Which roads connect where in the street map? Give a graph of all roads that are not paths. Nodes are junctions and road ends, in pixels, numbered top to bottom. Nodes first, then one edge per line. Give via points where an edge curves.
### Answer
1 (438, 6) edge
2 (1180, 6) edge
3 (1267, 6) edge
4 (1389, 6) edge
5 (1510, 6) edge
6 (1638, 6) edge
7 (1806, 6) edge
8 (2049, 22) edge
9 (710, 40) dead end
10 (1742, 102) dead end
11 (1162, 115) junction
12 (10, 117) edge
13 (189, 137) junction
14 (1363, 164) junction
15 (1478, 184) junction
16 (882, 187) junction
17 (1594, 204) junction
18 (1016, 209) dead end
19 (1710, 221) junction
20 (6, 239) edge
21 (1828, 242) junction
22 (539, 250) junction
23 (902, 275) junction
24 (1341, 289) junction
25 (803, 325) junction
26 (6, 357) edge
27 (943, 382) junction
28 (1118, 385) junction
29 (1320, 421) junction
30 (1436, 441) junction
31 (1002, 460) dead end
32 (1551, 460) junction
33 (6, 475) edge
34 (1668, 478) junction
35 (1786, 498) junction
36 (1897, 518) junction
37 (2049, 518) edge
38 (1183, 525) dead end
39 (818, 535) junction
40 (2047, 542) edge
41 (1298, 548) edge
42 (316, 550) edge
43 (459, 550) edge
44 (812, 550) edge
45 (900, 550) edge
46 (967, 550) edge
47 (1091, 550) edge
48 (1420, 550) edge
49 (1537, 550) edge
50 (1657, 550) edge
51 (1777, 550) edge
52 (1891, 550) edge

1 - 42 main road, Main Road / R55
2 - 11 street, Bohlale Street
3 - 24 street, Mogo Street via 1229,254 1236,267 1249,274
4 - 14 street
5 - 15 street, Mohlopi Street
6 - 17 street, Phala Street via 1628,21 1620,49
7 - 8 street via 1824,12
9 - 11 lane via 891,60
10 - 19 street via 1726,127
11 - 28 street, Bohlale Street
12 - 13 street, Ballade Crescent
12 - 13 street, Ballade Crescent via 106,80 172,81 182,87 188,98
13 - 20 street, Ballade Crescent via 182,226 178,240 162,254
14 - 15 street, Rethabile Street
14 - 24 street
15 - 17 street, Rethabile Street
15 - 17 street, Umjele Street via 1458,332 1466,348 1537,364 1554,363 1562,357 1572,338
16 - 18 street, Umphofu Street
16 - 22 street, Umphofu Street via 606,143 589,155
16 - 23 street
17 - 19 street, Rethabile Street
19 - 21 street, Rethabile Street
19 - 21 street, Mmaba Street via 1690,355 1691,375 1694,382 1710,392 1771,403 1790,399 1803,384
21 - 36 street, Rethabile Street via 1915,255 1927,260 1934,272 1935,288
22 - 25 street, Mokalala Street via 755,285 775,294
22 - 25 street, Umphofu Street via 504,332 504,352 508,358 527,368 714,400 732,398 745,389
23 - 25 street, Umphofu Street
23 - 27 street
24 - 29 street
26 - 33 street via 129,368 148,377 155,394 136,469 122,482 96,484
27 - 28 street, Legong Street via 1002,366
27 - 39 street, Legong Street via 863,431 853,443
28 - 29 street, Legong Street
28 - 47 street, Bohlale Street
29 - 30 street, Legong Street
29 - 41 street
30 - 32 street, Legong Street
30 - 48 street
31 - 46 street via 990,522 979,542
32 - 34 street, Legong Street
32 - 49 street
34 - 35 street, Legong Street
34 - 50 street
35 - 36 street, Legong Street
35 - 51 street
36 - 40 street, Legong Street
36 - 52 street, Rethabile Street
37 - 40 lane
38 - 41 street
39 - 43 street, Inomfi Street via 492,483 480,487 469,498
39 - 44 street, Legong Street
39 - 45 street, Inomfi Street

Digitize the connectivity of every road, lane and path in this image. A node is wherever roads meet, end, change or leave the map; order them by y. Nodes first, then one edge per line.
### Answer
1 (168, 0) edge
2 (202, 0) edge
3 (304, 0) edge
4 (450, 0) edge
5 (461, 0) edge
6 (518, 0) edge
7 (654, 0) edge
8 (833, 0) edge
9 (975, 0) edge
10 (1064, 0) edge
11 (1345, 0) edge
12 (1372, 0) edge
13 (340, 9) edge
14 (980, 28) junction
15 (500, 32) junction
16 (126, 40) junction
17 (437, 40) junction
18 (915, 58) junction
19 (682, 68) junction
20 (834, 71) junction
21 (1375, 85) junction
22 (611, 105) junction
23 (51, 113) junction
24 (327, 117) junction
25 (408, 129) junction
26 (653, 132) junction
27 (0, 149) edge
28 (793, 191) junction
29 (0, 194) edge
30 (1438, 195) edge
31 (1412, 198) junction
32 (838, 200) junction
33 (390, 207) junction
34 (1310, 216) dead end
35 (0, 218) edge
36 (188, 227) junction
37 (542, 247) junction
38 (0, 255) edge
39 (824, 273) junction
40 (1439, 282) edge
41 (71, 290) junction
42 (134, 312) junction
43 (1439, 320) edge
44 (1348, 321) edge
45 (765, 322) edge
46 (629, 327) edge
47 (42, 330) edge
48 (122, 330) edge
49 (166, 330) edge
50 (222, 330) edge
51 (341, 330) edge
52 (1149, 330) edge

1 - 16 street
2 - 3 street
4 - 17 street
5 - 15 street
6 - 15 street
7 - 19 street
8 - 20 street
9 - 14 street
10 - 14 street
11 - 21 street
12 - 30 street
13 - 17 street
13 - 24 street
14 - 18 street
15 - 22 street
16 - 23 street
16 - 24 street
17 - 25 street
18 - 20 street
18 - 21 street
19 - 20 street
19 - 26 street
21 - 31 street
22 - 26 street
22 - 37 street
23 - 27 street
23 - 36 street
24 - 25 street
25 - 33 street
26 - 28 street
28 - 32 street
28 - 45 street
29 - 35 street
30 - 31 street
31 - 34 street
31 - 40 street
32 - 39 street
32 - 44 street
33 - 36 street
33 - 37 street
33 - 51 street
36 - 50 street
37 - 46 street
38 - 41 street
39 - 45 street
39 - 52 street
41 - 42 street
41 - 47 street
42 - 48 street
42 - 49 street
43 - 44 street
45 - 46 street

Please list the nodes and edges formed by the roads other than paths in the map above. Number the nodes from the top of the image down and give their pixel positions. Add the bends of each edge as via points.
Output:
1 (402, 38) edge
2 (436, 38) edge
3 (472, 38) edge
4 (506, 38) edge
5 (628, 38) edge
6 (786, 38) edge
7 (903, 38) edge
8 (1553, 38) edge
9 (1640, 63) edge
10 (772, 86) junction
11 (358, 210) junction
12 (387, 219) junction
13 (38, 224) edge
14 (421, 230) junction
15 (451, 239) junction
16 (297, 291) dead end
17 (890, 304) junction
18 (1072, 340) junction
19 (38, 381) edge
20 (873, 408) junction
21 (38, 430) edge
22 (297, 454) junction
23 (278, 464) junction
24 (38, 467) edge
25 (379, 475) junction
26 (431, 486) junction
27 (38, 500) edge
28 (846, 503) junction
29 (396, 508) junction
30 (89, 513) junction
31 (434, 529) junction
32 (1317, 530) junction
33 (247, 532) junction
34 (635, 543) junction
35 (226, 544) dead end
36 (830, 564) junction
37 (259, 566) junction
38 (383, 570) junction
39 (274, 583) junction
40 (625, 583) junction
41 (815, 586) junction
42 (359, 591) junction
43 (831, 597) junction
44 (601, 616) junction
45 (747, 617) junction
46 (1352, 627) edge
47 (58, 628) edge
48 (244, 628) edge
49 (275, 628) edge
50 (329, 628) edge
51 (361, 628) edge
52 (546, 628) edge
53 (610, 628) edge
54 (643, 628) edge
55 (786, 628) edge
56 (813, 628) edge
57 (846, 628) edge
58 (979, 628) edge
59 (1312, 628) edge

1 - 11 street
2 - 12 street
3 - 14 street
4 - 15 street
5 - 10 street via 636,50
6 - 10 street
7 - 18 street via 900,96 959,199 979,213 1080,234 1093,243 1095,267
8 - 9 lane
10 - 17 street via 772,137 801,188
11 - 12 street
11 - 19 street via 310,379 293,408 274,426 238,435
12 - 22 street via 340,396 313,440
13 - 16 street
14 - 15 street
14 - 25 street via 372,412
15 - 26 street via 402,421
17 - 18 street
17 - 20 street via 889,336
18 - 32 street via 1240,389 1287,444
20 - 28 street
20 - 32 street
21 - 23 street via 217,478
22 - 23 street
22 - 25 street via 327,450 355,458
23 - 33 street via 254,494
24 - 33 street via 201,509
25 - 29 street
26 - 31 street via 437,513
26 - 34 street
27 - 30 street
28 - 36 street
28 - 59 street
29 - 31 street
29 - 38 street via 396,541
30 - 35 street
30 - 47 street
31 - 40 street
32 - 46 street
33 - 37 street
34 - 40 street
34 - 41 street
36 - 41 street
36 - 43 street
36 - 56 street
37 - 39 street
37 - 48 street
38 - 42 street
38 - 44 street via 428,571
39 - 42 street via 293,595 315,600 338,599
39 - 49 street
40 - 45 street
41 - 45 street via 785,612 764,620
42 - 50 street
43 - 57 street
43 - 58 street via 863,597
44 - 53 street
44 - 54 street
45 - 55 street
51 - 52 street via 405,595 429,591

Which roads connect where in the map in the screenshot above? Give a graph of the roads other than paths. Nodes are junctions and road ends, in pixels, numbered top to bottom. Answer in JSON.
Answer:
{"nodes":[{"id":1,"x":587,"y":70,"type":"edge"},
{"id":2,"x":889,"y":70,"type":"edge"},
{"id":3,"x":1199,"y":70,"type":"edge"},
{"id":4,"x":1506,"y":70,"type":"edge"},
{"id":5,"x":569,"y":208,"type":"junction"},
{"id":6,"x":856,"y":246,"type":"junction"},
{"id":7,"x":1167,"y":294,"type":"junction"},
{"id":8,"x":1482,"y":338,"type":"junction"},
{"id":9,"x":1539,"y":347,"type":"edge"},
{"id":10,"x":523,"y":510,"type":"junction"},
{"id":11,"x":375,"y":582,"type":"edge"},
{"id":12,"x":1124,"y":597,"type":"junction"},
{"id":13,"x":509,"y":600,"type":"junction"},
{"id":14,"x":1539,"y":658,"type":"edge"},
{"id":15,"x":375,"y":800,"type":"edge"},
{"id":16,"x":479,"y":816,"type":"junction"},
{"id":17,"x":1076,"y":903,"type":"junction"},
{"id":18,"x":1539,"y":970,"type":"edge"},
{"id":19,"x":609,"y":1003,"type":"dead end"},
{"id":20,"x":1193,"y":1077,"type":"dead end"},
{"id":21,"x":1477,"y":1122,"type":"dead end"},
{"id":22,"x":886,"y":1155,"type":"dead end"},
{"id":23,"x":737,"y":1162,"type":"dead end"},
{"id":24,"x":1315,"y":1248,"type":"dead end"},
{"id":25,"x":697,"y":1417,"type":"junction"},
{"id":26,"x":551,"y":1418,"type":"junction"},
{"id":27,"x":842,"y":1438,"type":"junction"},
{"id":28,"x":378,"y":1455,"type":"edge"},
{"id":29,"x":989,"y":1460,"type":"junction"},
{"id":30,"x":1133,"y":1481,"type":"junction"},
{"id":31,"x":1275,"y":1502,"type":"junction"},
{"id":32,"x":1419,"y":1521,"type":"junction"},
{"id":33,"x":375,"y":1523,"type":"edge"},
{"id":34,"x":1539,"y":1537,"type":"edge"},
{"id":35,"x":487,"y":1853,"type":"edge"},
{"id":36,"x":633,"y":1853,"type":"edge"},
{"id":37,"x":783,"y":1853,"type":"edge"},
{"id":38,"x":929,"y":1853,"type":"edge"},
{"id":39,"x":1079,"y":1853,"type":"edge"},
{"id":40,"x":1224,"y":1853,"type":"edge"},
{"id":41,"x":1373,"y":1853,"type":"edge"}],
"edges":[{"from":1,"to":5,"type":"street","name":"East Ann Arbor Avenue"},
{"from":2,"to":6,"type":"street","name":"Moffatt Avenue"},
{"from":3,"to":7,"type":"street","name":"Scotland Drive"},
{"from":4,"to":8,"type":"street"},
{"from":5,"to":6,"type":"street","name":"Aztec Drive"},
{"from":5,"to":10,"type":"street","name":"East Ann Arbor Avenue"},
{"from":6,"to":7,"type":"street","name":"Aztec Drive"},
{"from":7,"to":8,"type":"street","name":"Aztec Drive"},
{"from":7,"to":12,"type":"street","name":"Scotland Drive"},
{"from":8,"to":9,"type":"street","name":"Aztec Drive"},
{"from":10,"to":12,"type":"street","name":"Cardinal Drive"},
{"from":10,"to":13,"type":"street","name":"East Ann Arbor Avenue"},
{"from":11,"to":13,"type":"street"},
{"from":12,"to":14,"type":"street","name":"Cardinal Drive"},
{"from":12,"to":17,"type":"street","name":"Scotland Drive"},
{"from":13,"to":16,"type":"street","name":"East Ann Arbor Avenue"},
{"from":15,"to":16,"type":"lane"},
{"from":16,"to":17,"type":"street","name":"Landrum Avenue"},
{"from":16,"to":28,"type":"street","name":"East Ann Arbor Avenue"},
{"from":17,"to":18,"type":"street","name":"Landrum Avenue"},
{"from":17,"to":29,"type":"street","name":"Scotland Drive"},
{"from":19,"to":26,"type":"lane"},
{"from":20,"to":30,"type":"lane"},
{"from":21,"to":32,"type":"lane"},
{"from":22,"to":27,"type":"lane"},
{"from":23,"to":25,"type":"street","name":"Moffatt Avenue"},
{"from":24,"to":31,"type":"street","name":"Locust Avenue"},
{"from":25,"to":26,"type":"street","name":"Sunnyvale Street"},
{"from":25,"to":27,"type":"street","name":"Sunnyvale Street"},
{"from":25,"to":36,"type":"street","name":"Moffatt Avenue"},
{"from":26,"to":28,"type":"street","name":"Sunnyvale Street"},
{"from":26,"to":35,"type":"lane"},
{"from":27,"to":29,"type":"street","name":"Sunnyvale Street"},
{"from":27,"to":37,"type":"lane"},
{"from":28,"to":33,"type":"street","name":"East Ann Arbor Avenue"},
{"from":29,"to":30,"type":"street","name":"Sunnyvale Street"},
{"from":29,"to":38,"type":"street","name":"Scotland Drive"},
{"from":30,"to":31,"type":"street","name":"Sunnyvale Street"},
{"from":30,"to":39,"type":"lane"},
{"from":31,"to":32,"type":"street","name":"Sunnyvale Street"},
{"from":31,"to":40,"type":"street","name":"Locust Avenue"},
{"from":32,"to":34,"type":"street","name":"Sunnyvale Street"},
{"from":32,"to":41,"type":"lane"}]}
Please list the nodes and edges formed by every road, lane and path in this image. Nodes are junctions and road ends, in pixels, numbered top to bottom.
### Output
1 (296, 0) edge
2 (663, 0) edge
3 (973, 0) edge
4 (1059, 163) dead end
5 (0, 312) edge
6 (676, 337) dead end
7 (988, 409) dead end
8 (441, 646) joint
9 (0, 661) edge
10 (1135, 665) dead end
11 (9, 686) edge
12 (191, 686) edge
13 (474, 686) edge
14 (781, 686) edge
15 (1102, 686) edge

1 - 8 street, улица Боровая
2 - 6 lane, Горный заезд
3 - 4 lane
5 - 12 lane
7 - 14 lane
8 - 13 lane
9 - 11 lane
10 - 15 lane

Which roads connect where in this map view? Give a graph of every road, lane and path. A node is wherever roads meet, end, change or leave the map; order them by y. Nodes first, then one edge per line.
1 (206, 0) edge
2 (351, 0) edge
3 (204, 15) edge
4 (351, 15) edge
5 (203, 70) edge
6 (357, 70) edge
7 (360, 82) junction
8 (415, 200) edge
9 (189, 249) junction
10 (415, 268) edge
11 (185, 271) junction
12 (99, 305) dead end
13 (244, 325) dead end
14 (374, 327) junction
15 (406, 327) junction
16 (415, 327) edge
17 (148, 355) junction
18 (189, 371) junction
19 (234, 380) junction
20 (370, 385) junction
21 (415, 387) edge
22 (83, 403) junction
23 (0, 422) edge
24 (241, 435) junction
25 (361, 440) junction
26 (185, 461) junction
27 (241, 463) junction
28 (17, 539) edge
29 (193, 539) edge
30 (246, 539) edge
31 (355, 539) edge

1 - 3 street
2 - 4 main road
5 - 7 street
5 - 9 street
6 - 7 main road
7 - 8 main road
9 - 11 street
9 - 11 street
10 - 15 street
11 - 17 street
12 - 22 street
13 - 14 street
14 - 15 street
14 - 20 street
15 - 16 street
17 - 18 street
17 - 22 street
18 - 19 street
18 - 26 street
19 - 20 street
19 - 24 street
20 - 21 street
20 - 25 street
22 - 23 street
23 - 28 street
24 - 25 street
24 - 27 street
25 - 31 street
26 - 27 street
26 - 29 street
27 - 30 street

══════

■ **WHAT NEEDS TO BE DONE**
Extract every line of the records above that contains the word "bottom".

■ **REPLY TO THE TASK**
Which roads connect where in the street map? Give a graph of all roads that are not paths. Nodes are junctions and road ends, in pixels, numbered top to bottom. Nodes first, then one edge per line. Give via points where an edge curves.
Which roads connect where in the map in the screenshot above? Give a graph of the roads other than paths. Nodes are junctions and road ends, in pixels, numbered top to bottom. Answer in JSON.
Please list the nodes and edges formed by every road, lane and path in this image. Nodes are junctions and road ends, in pixels, numbered top to bottom.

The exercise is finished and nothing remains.